May 5, 2017

Leveraged Loan Monthly – April 2017

by Colm Doherty

Thomson Reuters LPC

Leveraged Loan Monthly – April 2017

Contents:

  • Leveraged Loan Market Overview
  • Investor Overview
  • CLO Market Analysis
  • List of recent CLOs / League Tables
  • Loan Fund Flows & Returns

 

Key Points:

Primary Market:

  • Leveraged loan issuance is at $427 billion year to date, up from $204 billion in the same period a year ago. A big change from last year is that the share of issuance comprised of institutional loans is much higher this year (72%) compared to last year (35%).
  • Refinancing activity once again dominated in April as issuers took advantage of market technicals to cut spreads. Refinancings have accounted for 75% of lending so far in 2017.
  • Institutional loan issuance has surged to $310 billion this year. As in the broader leveraged loan market, institutional issuance so far in 2017 has been driven by refinancing activity. Roughly 77% of the $310 billion of institutional volume consists of refinancings.
  • New money institutional loan issuance has amounted to $72 billion year to date, up from $57 billion in the same period a year ago. Breaking out the $72 billion of new money issuance, we see that M&A (excluding LBOs) accounts for $27 billion, with LBOs at $20 billion and other purposes at $24 billion.
  • The top three sectors in terms of loan issuance this year are technology, financial services and healthcare.
  • M&A leveraged loan volume is at $64 billion so far in 2017, down from $91 billion in the same period last year.

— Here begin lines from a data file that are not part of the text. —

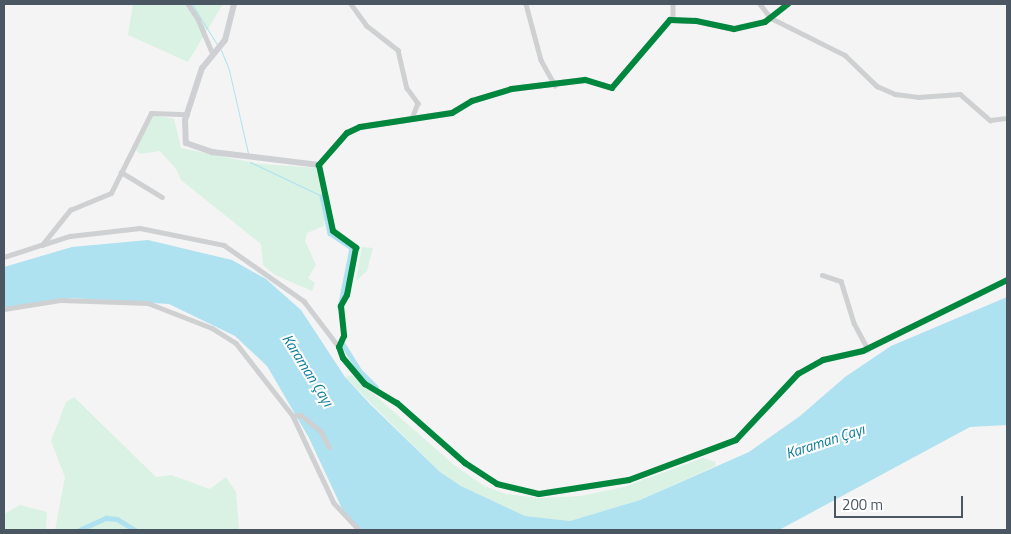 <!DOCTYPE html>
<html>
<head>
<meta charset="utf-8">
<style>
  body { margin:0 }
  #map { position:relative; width:1011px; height:534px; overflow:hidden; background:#f4f4f4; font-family:"Titillium Web",sans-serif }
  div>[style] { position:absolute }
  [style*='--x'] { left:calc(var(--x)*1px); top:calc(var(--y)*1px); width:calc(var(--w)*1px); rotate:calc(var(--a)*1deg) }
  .green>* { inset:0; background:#d9f2e3 }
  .water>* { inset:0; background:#aee2f0 }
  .stream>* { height:1px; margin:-0.5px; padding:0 0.5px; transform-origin:0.5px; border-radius:0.5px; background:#aee2f0 }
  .canal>* { height:4.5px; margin:-2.25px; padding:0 2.25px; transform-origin:2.25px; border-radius:2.25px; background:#aee2f0 }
  .street>* { height:4.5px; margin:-2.25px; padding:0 2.25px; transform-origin:2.25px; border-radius:2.25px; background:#ced0d2 }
  .secondary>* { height:6px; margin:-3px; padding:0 3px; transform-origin:3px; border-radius:3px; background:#ced0d4 }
  .cycleway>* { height:6px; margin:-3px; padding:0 3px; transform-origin:3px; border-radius:3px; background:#00873e }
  span { translate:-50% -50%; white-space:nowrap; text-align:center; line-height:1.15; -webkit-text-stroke:4px #fff; paint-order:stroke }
  .water-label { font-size:15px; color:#0c7c9b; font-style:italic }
  .frame { position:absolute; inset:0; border:5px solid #4a5661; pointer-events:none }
  .scale { position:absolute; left:834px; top:496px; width:129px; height:22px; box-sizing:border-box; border:2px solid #4a5661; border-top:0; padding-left:6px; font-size:15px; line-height:18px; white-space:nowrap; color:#4a5661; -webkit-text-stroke:4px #fff; paint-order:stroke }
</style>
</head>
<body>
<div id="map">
  <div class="green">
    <div style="clip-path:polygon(133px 4px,223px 4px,188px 62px,128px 35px)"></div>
    <div style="clip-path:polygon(153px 115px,174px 119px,181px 148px,260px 164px,318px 168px,329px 216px,324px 218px,324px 226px,307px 233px,305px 241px,316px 265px,308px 278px,315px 283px,312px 291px,275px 275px,263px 265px,261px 244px,181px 180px,176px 169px,160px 151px,140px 154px,136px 150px)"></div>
    <div style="clip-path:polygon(362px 247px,373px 248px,367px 271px,356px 281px)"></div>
    <div style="clip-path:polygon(352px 375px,454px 465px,484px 486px,506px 494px,539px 498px,582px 496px,624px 487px,703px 458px,716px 462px,715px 466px,640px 500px,570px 521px,525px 516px,461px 486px,440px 472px,345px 377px)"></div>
    <div style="clip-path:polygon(74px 397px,156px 477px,171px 475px,210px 489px,226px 477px,236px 492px,239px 530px,55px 530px,65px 477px,51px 441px,66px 402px)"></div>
    <div style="clip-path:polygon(20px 505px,47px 512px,46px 530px,4px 530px,4px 514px)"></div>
  </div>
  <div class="water">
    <div style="clip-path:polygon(148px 240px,232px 260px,266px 279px,301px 310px,345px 377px,370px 404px,440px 472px,461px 486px,525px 516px,570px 521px,640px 500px,749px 452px,800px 416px,845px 377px,891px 346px,1007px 297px,1007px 425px,970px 427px,779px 530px,361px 530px,345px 515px,309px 438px,267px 366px,235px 336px,169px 304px,71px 298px,4px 310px,4px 267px,72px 247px)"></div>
  </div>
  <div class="stream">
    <div style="--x:192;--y:4;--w:49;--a:58.2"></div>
    <div style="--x:221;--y:50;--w:22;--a:68"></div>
    <div style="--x:229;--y:70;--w:85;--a:77.1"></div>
    <div style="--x:250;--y:162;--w:80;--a:25.3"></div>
  </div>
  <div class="canal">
    <div style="--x:322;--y:196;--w:38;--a:78"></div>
    <div style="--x:330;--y:233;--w:27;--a:34"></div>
    <div style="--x:352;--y:248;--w:56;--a:101.3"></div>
    <div style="--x:343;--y:344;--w:31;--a:58"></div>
    <div style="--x:359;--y:370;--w:24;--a:45"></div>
    <div style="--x:79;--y:530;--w:30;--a:-24"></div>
    <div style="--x:106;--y:518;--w:11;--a:5"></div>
    <div style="--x:117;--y:519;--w:21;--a:31"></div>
  </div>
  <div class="street">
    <div style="--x:188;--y:4;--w:18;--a:56"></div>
    <div style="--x:198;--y:19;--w:38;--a:67"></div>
    <div style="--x:351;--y:4;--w:26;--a:54"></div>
    <div style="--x:366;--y:25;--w:41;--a:38"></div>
    <div style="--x:398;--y:50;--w:39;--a:77"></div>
    <div style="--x:407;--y:88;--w:19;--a:54"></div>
    <div style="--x:418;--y:103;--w:17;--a:111"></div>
    <div style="--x:526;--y:4;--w:58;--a:75"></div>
    <div style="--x:541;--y:60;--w:29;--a:61"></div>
    <div style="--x:673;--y:4;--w:16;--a:90"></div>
    <div style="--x:760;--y:4;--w:18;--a:52"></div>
    <div style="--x:771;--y:18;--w:83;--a:26.6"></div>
    <div style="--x:845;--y:55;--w:45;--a:44.1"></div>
    <div style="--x:877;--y:86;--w:20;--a:24"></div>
    <div style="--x:895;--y:94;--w:23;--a:7"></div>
    <div style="--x:918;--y:97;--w:42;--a:-4.1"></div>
    <div style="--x:960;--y:94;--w:40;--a:41"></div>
    <div style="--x:990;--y:120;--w:17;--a:-7"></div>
    <div style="--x:319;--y:165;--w:67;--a:78"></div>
    <div style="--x:333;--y:231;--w:29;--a:36"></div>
    <div style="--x:356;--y:248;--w:48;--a:100.8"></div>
    <div style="--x:347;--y:295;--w:13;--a:119"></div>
    <div style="--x:341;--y:306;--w:30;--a:84"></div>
    <div style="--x:344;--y:336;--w:12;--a:114"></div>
    <div style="--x:339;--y:347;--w:12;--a:70"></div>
    <div style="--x:343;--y:358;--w:34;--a:50"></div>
    <div style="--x:365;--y:384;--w:37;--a:31"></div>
    <div style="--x:397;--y:403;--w:91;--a:41.4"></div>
    <div style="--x:465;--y:463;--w:38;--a:33"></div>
    <div style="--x:497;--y:484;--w:43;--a:13.4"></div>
    <div style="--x:539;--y:494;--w:91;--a:-8.8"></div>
    <div style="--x:629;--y:480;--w:114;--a:-20.5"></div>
    <div style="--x:736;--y:440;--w:91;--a:-46.8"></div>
    <div style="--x:798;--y:374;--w:29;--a:-29"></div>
    <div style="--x:823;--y:360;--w:41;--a:-12.7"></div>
    <div style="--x:863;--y:351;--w:161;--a:-26.2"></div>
    <div style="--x:121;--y:172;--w:48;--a:31.4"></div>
    <div style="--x:42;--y:245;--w:29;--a:-18"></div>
    <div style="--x:70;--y:236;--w:70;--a:-6.5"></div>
    <div style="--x:140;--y:228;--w:86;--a:11.4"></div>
    <div style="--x:224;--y:245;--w:98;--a:35"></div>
    <div style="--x:304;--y:301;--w:58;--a:52.7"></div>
    <div style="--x:4;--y:257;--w:40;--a:-18"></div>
    <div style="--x:42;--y:245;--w:45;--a:-51.3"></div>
    <div style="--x:70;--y:210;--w:44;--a:-22.5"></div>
    <div style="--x:111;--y:193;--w:89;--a:-63.4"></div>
    <div style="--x:151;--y:113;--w:36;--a:2"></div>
    <div style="--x:822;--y:275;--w:20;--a:18"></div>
    <div style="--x:841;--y:281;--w:44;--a:72.8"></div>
    <div style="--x:854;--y:323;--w:30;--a:62"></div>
    <div style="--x:4;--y:309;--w:58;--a:-9"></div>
    <div style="--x:61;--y:300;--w:87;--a:2"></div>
    <div style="--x:148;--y:303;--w:69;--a:21.3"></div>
    <div style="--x:212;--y:328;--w:28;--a:32"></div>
    <div style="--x:236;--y:343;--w:93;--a:52"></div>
    <div style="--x:293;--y:416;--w:96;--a:64.8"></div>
    <div style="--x:334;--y:503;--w:37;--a:47"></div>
    <div style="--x:293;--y:416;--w:8;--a:-7"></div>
    <div style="--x:301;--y:415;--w:26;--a:39"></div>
    <div style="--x:321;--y:431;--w:18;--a:63"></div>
  </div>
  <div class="secondary">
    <div style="--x:234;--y:4;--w:37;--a:104"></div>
    <div style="--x:225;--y:40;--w:36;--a:129"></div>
    <div style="--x:202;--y:68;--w:55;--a:108.1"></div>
    <div style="--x:185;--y:120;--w:23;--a:88"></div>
    <div style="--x:186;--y:143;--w:28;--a:19"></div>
    <div style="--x:212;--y:152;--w:108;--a:6.9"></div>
    <div style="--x:319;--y:165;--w:43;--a:-48.8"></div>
    <div style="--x:347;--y:133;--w:14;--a:-25"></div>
    <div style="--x:360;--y:127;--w:93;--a:-8.7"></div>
    <div style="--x:452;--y:113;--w:23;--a:-31"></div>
    <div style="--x:472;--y:101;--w:42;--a:-16.7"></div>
    <div style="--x:512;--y:89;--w:74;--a:-7"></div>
    <div style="--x:585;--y:80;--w:28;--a:17"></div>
    <div style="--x:612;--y:88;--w:89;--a:-49.5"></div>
    <div style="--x:670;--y:20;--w:26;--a:2"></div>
    <div style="--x:696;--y:21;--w:39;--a:12"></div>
    <div style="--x:734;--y:29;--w:32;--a:-13"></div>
    <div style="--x:765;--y:22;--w:29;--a:-38"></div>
  </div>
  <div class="cycleway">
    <div style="--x:788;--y:4;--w:29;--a:142"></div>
    <div style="--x:765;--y:22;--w:32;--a:167"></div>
    <div style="--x:734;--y:29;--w:39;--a:-168"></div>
    <div style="--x:696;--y:21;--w:26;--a:-178"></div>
    <div style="--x:670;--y:20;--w:89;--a:130.5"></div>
    <div style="--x:612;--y:88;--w:28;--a:-163"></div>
    <div style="--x:585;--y:80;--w:74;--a:173"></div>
    <div style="--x:512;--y:89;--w:42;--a:163.3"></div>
    <div style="--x:472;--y:101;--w:23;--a:149"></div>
    <div style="--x:452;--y:113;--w:93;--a:171.3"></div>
    <div style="--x:360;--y:127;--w:14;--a:155"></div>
    <div style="--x:347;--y:133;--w:43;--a:131.2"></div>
    <div style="--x:319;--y:165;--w:67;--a:78"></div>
    <div style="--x:333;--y:231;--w:29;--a:36"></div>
    <div style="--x:356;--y:248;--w:48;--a:100.8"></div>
    <div style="--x:347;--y:295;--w:13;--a:119"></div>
    <div style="--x:341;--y:306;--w:30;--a:84"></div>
    <div style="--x:344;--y:336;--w:12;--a:114"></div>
    <div style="--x:339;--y:347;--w:12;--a:70"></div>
    <div style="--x:343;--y:358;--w:34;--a:50"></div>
    <div style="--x:365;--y:384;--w:37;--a:31"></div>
    <div style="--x:397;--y:403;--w:91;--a:41.4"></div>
    <div style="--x:465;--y:463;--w:38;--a:33"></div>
    <div style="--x:497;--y:484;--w:43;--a:13.4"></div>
    <div style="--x:539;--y:494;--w:91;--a:-8.8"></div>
    <div style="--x:629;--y:480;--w:114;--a:-20.5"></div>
    <div style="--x:736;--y:440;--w:91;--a:-46.8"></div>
    <div style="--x:798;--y:374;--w:29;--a:-29"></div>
    <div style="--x:823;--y:360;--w:41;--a:-12.7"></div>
    <div style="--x:863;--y:351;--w:161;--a:-26.2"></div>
  </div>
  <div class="water-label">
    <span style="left:308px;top:370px;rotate:58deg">Karaman Çayı</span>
    <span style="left:825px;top:441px;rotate:-18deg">Karaman Çayı</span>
  </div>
  <div class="frame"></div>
  <div class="scale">200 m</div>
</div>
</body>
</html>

LBO and non-LBO activity have amounted to $26 billion and $38 billion, respectively.
  • European leveraged loan issuance is at $58 billion year to date, with refinancings amounting to $36 billion and new money volume at $22 billion. New money volume is down from $28 billion at the same point a year ago.
  • Loan spreads in the large corporate market edged higher in April as more lower rated issuers came to the market.  In comparison, middle market spreads continued to tighten. Contractual spreads in the large corporate market averaged 362 bps in April, up from 344 bps in 1Q17. Middle market spreads averaged 468 bps.
  • After tightening in recent quarters, new issue yields have ticked higher in 2Q17 to date, with large corporate credits averaging 4.97% and middle market yields at 6.41%. The driver of the uptick in yields is the higher share of lower rated deals recently plus a higher LIBOR rate. So far in 2Q17, 15% of deals have been for BB-rated borrowers, down from 20% in 1Q17. In comparison, the share of B-rated credits have increased to 73% this quarter, up from 65% in 1Q17.
  • Four companies defaulted in April, with $1.9 billion of institutional loan debt.  They were AFGlobal Corp ($662 million), Payless Inc. ($665 million), Panda Temple Power LLC ($380 million) and Sprint Industrial Holdings LLC ($220 million).  This brought institutional loan default volume to $9.7 billion YTD. The trailing twelve month loan default rate remains at 2%.

 

Secondary Market:

  • Open-end loan funds and the S&P/LSTA index gained 0.33% and 0.44%, respectively, in April. Year to date, 0pen-end loan funds have returned 1.34% on average and the index is up 1.59%.
  • Secondary market prices were relatively stable in April with multi-quote institutional term loans finishing the month at 97.82 and flow names at 99.04.
  • As of month-end April, 64% of multi-quote institutional loans are priced in the par-plus area and on a dollar weighted basis the par-plus share is an even higher 71%. At the lower end of the price scale, 7% of credits (5% dollar weighted) are bid below 90 cents on the dollar.
  • European flow names remain highly priced at  an average  of 100.35. A year ago, the Lev40 was at 99.56.

 

CLOs / Loan Funds:

  • S. CLO new issue volume posted its best month since November, with deal flow totaling $10.2 billion from 17 deals in April, up from $8.3 billion (15 deals)  in March, taking YTD issuance to $27.6 billion.
  • Refinancing activity remained at an elevated level in April.  U.S. CLO refinancings totaled $15.1 billion from thirty-three deals and resets amounted to $5.1 billion from eleven deals. This took YTD refinancing and reset volume to $69.7 billion.
  • CLO AAA discount margins tightened again in April to an average of 125 bps. The tightest AAA margins were at 118 bps.
  • Four new issue CLOs totaling €1.5 billion priced in the European market in April, taking YTD volume to €4.4 billion from eleven deals.
  • The one European deal for which the AAA discount margin is available in April priced at 85 bps.
  • Assets under management is now at $451 billion for U.S. CLOs, while European CLOs are at €67 billion.
  • Retail loan funds added $1.7 billion (through April 26 and based on funds that report weekly), taking YTD inflows to $15 billion.  Since the middle of last year, loan funds have added pulled in $30 billion.
  • Loan mutual fund & ETF assets under management (market value) continued to climb in April though the pace eased from prior months, reaching $152 billion.